Facebook later open sourced some of the innovations in data center design that were introduced in Prineville through the Open Compute Project, an initiative started by the social networking giant to bring some open source software ethos to IT hardware, power, and cooling infrastructure.
Better Efficiency Through Disaggregation
One of the interesting aspects about Facebook data center designs is that the company has been able to scale tremendously without increasing power density. Many data center industry experts predicted several years ago that the overall amount of power per rack is going to grow in data centers – a forecast that for the most part has not materialized.
“Rather than targeting 20kW per rack or 15kW per rack, we actually targeted about 5.5kW per rack,” Taylor said. “We understood that the low power density on racks was just fine.”
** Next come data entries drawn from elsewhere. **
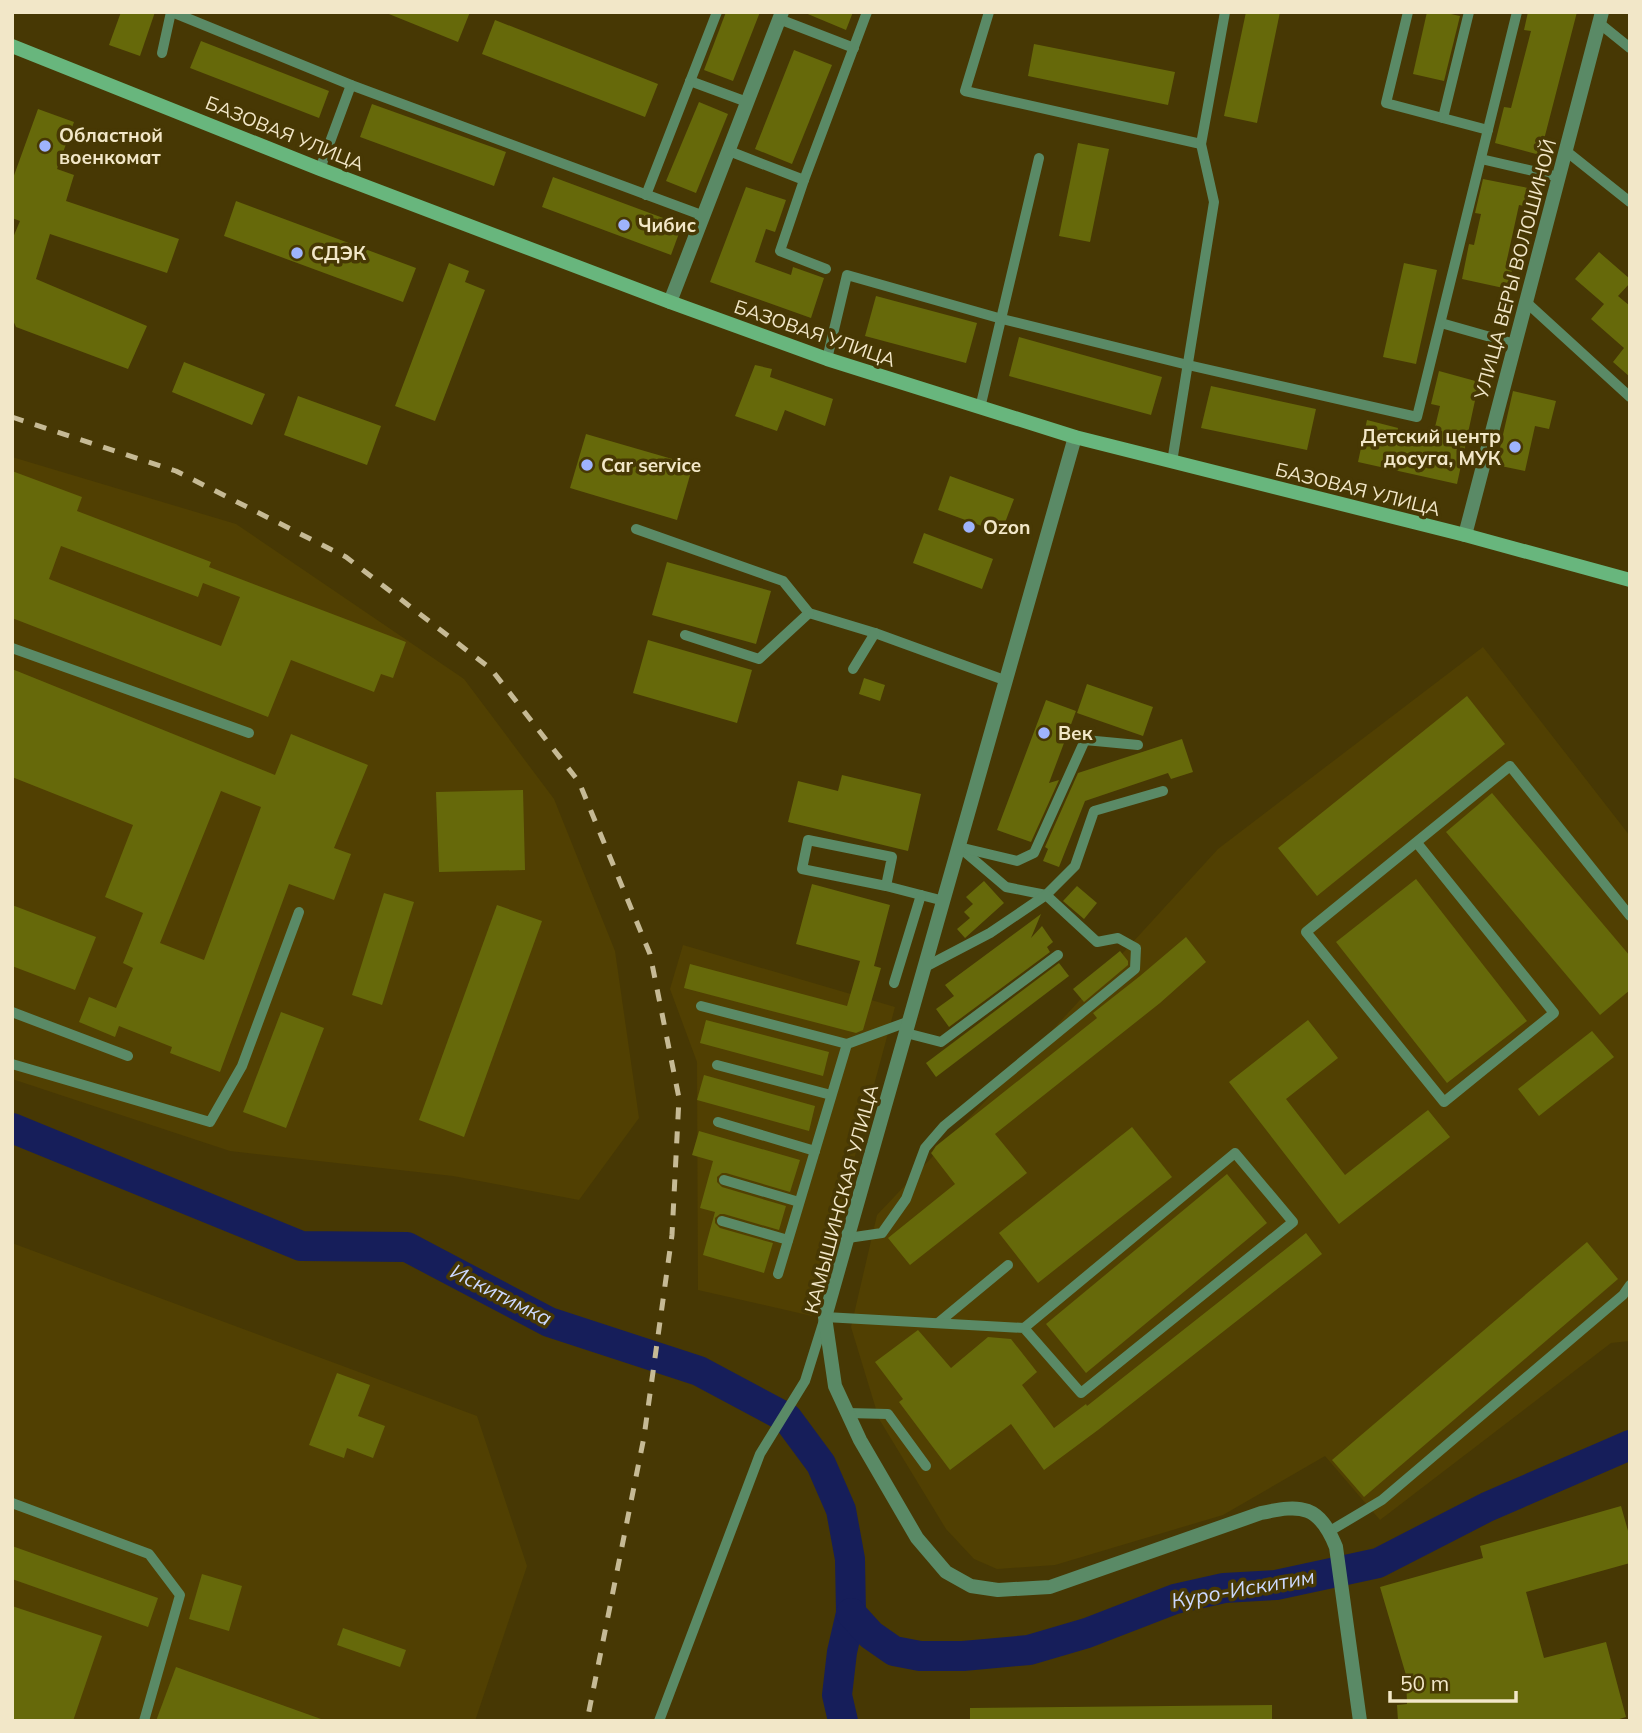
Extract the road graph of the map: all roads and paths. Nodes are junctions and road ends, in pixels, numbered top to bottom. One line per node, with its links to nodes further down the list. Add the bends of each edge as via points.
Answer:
1 (171, 12): 14 (lane); 16 (lane)
2 (717, 12): 15 (lane)
3 (867, 12): 12 (lane)
4 (989, 12): 20 (lane, via 965,91)
5 (1225, 12): 20 (lane)
6 (1408, 12): 18 (lane, via 1387,103)
7 (1469, 12): 18 (lane)
8 (1517, 12): 19 (lane)
9 (780, 16): 12 (lane); 17 (street)
10 (1601, 18): 13 (lane); 22 (street, УЛИЦА ВЕРЫ ВОЛОШИНОЙ)
11 (12, 46): 25 (main road, БАЗОВАЯ УЛИЦА)
12 (854, 48): 27 (lane)
13 (1630, 48)
14 (162, 53)
15 (691, 81): 17 (lane); 28 (lane)
16 (351, 85): 25 (lane); 28 (lane)
17 (747, 103): 21 (street)
18 (1443, 118): 19 (lane)
19 (1488, 130): 24 (lane)
20 (1201, 144): 38 (lane, via 1214,202)
21 (729, 151): 27 (lane); 30 (street)
22 (1566, 151): 26 (street, УЛИЦА ВЕРЫ ВОЛОШИНОЙ); 29 (lane)
23 (1039, 158): 34 (lane)
24 (1481, 159): 26 (lane); 35 (lane)
25 (320, 169): 32 (main road, БАЗОВАЯ УЛИЦА)
26 (1559, 177): 33 (street, УЛИЦА ВЕРЫ ВОЛОШИНОЙ)
27 (804, 180): 31 (lane, via 780,251)
28 (646, 195): 30 (lane)
29 (1630, 202)
30 (704, 216): 32 (street)
31 (826, 269)
32 (670, 302): 37 (main road, БАЗОВАЯ УЛИЦА)
33 (1526, 302): 36 (street, УЛИЦА ВЕРЫ ВОЛОШИНОЙ); 39 (lane)
34 (1002, 319): 37 (lane, via 847,275); 38 (lane); 40 (lane)
35 (1441, 323): 36 (lane); 38 (lane, via 1417,418)
36 (1515, 344): 44 (street, УЛИЦА ВЕРЫ ВОЛОШИНОЙ)
37 (827, 359): 40 (main road, БАЗОВАЯ УЛИЦА)
38 (1188, 365): 42 (lane)
39 (1630, 397)
40 (980, 408): 41 (main road, БАЗОВАЯ УЛИЦА)
41 (1075, 437): 42 (main road, БАЗОВАЯ УЛИЦА); 51 (street, КАМЫШИНСКАЯ УЛИЦА)
42 (1172, 463): 44 (main road, БАЗОВАЯ УЛИЦА)
43 (636, 529): 46 (lane, via 783,581)
44 (1465, 535): 45 (main road, БАЗОВАЯ УЛИЦА)
45 (1630, 580)
46 (809, 613): 47 (lane); 48 (lane, via 760,659)
47 (875, 633): 50 (lane); 51 (lane)
48 (685, 635)
49 (12, 648): 52 (lane)
50 (853, 669)
51 (1007, 681): 56 (street, КАМЫШИНСКАЯ УЛИЦА)
52 (249, 733)
53 (1138, 745): 56 (lane, via 1085,740 1034,853 1017,861)
54 (1163, 792): 59 (lane, via 1094,811 1075,866)
55 (1417, 843): 55 (lane, via 1306,932 1444,1102 1554,1013); 62 (lane, via 1510,766)
56 (959, 847): 59 (lane, via 1006,887); 60 (street, КАМЫШИНСКАЯ УЛИЦА)
57 (886, 886): 57 (lane, via 892,857 808,840 802,869); 58 (lane)
58 (920, 895): 60 (lane); 65 (lane)
59 (1046, 895): 64 (lane, via 990,933); 79 (lane, via 1097,942 1118,938 1136,948 1135,969 944,1126 925,1148 906,1199 882,1233)
60 (944, 901): 64 (street, КАМЫШИНСКАЯ УЛИЦА)
61 (299, 912): 71 (lane, via 242,1066 210,1122)
62 (1630, 916)
63 (1058, 955): 68 (lane, via 941,1042)
64 (925, 967): 68 (street, КАМЫШИНСКАЯ УЛИЦА)
65 (894, 982)
66 (701, 1006): 69 (lane)
67 (12, 1012): 70 (lane)
68 (908, 1027): 69 (lane); 79 (street, КАМЫШИНСКАЯ УЛИЦА)
69 (847, 1044): 73 (lane)
70 (128, 1056)
71 (12, 1064)
72 (718, 1065): 73 (lane)
73 (831, 1095): 75 (lane)
74 (718, 1122): 75 (lane)
75 (815, 1151): 77 (lane)
76 (724, 1180): 77 (lane)
77 (799, 1202): 80 (lane)
78 (722, 1221): 80 (lane)
79 (848, 1238): 84 (street, КАМЫШИНСКАЯ УЛИЦА)
80 (788, 1240): 82 (lane)
81 (1008, 1265): 85 (lane)
82 (778, 1274)
83 (1630, 1285): 90 (lane, via 1623,1296 1382,1500)
84 (825, 1317): 85 (lane); 87 (street, КАМЫШИНСКАЯ УЛИЦА, via 835,1386); 92 (lane, via 805,1381 761,1454)
85 (938, 1323): 86 (lane)
86 (1024, 1328): 86 (lane, via 1235,1153 1293,1222 1081,1393)
87 (847, 1413): 88 (lane, via 888,1415); 90 (street, КАМЫШИНСКАЯ УЛИЦА, via 917,1538 946,1572 971,1586 999,1590 1050,1587 1284,1508 1311,1511)
88 (926, 1466)
89 (12, 1503): 91 (lane, via 149,1554 180,1595)
90 (1330, 1531): 93 (street, КАМЫШИНСКАЯ УЛИЦА)
91 (144, 1721)
92 (659, 1721)
93 (1360, 1721)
One big reason Facebook has been able to keep its data centers low-density is that its infrastructure and software teams have been willing to completely rethink their methods on a regular basis. This, coupled with advances in processors and networking technology, has resulted in new levels of efficiency that enabled Facebook to do more with less.
One of the most powerful concepts that resulted from this kind of rethinking is disaggregation, or looking at an individual component of a switch or a server as the basic infrastructure building block – be it CPU, memory, disk, or a NIC – not the entire box.
Disaggregation in Action
An example that demonstrates just how powerful disaggregation can be is the way the backend infrastructure that populates a Facebook user’s news feed is set up. Until sometime last year, Multifeed, the name of the news feed backend, consisted of uniform servers, each with the same amount of memory and CPU capacity.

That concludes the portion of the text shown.